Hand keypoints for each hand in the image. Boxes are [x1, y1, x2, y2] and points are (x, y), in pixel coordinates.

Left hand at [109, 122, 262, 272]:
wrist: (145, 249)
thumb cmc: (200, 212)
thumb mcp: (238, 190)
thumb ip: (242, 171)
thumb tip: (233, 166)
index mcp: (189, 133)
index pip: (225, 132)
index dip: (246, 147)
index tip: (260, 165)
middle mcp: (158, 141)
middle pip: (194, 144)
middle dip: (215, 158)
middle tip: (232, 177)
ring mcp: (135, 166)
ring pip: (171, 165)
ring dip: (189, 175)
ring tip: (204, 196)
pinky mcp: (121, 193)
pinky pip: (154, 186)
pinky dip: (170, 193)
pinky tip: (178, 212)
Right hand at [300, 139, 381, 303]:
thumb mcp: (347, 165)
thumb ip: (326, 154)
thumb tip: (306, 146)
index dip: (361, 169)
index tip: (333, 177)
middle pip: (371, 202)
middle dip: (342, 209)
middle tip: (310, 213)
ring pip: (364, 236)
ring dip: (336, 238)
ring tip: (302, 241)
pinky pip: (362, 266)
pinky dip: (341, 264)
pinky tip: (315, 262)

==

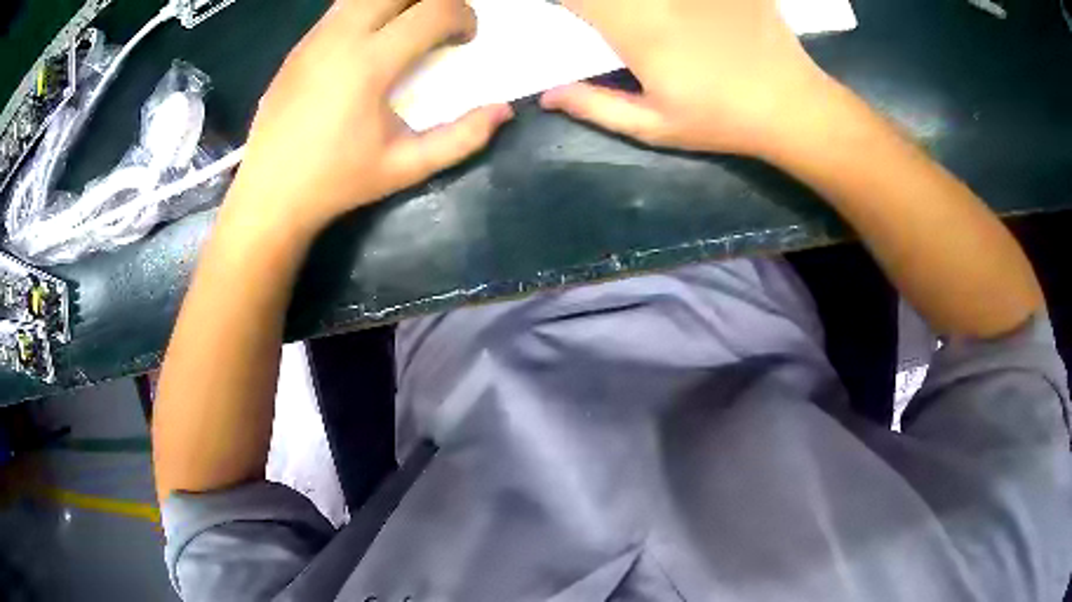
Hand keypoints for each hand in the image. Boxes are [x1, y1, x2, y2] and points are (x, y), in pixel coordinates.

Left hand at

◆ What is being asked:
Show a copy of each line from the records above in which the string "pinky" occurs.

◆ Exercise result:
pinky mcp: (121, 193)
pinky pip: (154, 186)
pinky dip: (170, 193)
pinky tip: (178, 212)
pinky pip: (362, 266)
pinky dip: (341, 264)
pinky tip: (315, 262)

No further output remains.